September 3, 2015 | Posted in : Billing Practices, Contingency Fees / POF, Expenses / Costs, Fee Award, Fee Award Factors, Fee Calculation Method, Fee Jurisprudence, Fee Reduction, Fee Request, Lodestar

A recent The Recorder story, “Koh Axes $40 Million in Fees for ‘No-Poach’ Lawyers,” reports that a group of prominent plaintiffs lawyers saw their request for fees slashed in half in the Silicon Valley “no poach” case that recovered more than $400 million for engineers who once worked for Apple, Google and other major technology companies.

U.S. District Judge Lucy Koh signed off on the $415 million settlement with the largest defendants, and in a separate order awarded $40,043,932.50 in fees to the team led by Lieff Cabraser Heimann & Bernstein and the Joseph Saveri Law Firm.  The award is less than half the $81 million in attorney fees they were seeking.

Koh wrote that she saw "nothing inherently reasonable" in the request from lead plaintiffs firms for 19.5 percent of the total settlement amount, even though it fell below the 25 percent benchmark for contingency fee awards in the Ninth Circuit.  She noted that reducing the lawyers' fees would boost the average recovery for 64,410 class members by $700 to about $5,770.

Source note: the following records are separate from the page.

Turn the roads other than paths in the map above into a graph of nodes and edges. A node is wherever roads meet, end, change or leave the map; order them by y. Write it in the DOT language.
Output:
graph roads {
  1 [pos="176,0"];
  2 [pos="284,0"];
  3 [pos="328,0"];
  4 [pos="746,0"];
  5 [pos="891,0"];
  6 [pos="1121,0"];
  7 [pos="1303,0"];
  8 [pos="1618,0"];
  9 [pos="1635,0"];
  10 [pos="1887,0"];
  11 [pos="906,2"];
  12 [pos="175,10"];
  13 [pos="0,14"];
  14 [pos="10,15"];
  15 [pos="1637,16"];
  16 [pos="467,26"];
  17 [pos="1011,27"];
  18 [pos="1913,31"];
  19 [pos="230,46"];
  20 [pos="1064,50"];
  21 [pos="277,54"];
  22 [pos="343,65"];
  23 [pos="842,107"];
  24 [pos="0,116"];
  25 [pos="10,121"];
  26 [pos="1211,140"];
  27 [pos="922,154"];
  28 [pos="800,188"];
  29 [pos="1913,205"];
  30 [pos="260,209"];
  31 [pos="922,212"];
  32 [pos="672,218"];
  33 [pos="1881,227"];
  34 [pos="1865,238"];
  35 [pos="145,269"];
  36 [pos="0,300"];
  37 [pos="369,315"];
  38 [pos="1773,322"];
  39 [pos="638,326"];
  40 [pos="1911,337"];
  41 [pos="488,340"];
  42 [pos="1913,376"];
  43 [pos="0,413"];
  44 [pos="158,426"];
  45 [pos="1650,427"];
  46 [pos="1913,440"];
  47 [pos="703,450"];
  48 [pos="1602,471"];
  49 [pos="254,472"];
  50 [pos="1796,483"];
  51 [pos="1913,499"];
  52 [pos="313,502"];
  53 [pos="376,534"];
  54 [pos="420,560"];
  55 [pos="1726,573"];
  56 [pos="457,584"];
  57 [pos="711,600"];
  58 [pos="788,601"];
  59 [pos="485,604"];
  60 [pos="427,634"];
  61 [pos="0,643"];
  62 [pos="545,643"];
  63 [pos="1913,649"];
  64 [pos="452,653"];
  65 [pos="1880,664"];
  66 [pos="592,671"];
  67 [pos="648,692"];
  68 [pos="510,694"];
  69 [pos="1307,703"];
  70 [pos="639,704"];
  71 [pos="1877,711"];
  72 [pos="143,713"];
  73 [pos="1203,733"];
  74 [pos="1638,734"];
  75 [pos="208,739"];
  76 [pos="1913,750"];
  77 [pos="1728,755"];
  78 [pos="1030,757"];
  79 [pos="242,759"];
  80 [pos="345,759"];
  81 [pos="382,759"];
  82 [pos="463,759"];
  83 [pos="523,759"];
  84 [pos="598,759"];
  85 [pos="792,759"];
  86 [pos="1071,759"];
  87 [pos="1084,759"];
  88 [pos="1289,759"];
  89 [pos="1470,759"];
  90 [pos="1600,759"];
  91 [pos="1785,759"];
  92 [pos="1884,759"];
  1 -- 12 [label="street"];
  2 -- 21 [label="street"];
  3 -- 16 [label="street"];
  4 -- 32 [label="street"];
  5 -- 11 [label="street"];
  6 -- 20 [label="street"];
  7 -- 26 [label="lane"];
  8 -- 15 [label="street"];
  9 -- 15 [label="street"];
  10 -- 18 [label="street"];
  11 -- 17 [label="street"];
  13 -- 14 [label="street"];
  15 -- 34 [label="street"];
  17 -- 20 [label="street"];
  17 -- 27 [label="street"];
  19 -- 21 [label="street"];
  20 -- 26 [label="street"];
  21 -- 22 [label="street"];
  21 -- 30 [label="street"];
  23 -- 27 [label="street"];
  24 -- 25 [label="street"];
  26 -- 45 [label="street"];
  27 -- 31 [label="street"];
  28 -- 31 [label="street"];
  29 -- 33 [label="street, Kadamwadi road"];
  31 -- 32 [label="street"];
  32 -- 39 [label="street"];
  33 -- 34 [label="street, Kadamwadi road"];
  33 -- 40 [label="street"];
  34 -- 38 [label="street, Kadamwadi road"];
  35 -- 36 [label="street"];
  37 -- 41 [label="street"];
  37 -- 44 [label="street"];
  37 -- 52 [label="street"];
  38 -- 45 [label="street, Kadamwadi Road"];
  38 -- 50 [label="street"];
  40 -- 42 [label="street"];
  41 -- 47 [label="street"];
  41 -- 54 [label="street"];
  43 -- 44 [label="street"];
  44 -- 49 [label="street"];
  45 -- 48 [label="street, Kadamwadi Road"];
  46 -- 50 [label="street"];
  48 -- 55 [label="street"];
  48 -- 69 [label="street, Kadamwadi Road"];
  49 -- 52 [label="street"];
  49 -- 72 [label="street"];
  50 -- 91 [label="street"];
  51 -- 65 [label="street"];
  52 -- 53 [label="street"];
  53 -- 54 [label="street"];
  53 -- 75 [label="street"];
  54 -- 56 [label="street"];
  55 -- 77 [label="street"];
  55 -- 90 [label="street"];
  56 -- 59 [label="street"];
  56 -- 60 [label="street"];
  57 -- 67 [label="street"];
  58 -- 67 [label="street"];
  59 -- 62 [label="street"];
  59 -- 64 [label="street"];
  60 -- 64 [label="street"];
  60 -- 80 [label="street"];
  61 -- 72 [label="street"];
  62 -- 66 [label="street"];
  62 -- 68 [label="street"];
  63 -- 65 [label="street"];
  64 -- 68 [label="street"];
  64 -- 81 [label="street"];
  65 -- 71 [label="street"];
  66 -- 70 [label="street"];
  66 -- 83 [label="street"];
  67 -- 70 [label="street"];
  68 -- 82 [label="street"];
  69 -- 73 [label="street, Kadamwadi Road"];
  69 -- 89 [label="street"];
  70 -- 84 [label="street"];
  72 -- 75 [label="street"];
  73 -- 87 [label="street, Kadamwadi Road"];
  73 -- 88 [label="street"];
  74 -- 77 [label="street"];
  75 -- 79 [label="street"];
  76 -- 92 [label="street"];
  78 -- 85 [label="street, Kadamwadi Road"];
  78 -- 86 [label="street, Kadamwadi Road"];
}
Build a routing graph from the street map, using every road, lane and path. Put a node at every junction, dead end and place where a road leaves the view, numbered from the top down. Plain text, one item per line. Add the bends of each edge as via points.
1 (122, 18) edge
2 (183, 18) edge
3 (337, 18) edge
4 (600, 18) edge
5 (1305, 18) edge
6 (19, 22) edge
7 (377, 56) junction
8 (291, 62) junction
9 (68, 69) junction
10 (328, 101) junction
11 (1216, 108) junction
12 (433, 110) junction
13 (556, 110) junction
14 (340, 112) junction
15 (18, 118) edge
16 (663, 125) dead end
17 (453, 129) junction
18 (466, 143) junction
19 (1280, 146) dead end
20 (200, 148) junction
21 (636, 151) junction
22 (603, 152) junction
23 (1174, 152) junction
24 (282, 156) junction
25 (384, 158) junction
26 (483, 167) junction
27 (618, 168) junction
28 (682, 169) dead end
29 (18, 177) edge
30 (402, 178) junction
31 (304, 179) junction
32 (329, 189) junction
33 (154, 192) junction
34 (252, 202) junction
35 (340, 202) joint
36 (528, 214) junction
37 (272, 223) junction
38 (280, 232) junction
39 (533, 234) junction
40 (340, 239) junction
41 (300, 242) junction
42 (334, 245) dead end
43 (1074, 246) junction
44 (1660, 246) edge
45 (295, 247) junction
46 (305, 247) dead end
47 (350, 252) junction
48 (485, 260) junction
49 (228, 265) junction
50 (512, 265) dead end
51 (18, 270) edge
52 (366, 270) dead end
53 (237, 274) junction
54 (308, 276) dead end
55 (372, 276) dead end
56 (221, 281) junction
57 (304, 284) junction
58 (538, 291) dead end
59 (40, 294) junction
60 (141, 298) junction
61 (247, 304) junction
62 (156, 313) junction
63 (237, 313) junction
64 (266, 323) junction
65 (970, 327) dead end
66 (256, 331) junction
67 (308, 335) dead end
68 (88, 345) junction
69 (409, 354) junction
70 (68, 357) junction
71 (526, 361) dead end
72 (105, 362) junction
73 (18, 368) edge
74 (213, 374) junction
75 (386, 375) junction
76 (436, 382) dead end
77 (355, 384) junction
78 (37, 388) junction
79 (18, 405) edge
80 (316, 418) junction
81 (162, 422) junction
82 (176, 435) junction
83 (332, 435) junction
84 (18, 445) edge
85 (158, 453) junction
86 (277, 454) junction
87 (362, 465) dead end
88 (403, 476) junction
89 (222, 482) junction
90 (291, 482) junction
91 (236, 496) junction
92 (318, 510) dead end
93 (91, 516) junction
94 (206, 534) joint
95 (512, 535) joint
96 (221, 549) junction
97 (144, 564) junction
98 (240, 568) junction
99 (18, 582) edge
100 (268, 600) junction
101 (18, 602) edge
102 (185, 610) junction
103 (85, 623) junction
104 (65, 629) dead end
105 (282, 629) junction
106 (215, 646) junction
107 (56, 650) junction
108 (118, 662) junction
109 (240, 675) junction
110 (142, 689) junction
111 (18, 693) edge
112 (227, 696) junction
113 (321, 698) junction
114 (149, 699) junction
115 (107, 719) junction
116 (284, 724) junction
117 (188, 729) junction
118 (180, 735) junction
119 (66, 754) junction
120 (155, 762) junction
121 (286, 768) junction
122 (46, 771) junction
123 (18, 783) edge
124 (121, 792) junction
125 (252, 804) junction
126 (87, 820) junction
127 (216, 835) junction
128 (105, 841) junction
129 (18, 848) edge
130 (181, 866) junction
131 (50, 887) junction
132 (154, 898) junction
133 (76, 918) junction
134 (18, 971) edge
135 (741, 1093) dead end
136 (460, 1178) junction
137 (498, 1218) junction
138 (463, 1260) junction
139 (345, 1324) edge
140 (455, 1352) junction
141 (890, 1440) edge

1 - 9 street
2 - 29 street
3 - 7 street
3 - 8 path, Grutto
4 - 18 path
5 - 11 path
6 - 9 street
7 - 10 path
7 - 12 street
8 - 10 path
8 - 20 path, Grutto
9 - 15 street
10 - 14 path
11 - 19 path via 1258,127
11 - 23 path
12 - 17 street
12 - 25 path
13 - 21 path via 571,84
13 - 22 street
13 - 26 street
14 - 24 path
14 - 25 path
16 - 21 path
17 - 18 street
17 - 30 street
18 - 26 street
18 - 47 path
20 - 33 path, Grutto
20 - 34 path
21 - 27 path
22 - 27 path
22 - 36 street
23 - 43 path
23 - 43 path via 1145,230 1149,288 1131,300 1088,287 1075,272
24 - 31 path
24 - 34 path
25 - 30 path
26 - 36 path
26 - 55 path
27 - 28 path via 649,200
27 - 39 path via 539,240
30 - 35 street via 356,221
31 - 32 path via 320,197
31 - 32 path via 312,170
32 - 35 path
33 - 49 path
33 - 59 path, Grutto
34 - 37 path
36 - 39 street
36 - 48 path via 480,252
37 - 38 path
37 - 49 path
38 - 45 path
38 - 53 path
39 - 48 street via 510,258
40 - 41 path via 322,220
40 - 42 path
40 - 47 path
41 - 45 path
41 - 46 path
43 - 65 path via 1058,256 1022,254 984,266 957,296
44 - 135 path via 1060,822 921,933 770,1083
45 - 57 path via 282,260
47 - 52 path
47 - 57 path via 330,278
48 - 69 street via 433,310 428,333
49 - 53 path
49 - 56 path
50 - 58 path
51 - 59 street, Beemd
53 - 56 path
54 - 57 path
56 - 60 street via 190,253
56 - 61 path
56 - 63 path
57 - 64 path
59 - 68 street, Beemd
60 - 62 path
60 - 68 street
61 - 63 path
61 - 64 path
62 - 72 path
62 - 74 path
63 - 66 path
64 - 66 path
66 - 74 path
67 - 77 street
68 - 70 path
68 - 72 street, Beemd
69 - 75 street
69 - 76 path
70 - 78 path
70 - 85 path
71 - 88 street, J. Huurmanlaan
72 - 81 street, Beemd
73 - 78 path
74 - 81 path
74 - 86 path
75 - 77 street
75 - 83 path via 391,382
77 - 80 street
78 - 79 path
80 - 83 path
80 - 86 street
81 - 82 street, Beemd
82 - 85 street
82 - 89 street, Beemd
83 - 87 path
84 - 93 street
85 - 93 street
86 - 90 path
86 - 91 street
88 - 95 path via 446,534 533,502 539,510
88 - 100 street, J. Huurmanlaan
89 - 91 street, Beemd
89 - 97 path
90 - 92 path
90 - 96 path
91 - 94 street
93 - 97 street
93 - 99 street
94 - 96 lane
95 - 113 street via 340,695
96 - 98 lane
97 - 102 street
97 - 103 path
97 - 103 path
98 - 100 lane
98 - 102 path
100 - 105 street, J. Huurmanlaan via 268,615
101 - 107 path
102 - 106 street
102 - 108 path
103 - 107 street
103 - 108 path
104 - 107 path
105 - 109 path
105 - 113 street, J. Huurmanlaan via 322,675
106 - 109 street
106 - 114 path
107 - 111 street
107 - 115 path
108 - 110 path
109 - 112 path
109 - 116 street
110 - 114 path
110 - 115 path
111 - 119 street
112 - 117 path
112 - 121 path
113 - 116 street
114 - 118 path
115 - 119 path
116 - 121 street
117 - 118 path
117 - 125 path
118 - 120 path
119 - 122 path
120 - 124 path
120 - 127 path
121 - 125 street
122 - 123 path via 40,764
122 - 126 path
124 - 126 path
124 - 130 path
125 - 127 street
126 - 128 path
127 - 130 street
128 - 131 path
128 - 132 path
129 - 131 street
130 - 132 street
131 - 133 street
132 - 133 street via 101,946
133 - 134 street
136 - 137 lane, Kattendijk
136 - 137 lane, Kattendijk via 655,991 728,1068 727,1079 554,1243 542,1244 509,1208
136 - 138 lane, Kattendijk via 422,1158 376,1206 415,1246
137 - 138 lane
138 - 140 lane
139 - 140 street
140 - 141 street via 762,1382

"In a case with such a large settlement fund and such a great disparity between the fees requested and the average recovery of individual class members, the court finds the lodestar method preferable to blind acceptance of percentages that seem largely untethered to the results achieved in this litigation," Koh wrote.  Koh awarded a little more than $40 million after multiplying each firm's reported billings in the case by 2.2.  She also approved $1.2 million in costs.

The suit accused the companies of suppressing wages for technology workers by agreeing not to recruit each other's employees.

When plaintiffs counsel submitted their request for fees in May, they cited the "landmark" result of getting "one of the largest monopsony wage settlements ever approved."  Although the second deal increased the settlement fund by $90.5 million, the request for fees remained at $81.1 million, the same level as proposed in the prior rejected deal.

Koh wrote that applying the percentage-of-recovery method to such a "megafund" case could result in an inappropriate windfall to class counsel.  "Having overseen this case for four years, the court finds that justice would be best served by applying the lodestar method—i.e., tying the fee awards for class counsel and Devine counsel to the actual hours they reasonably expended on this litigation and then selecting a multiplier," Koh wrote.

Her effort was confounded by a wide disparity in the value co-lead counsel at Lieff Cabraser and the Joseph Saveri Law Firm initially attached to their combined work on the case.  In separate filings, Lieff submitted a joint lodestar amount of $14 million while Saveri submitted more than $20 million.  When she probed at a fairness hearing in July, Koh learned that the disagreement was rooted in concern other firms had with the Saveri firm's billing practices and ordered the plaintiffs to go through Saveri's billing records entry-by-entry.  Plaintiffs ultimately settled on a total revised sum of roughly $18 million, cutting $2 million billed by Saveri.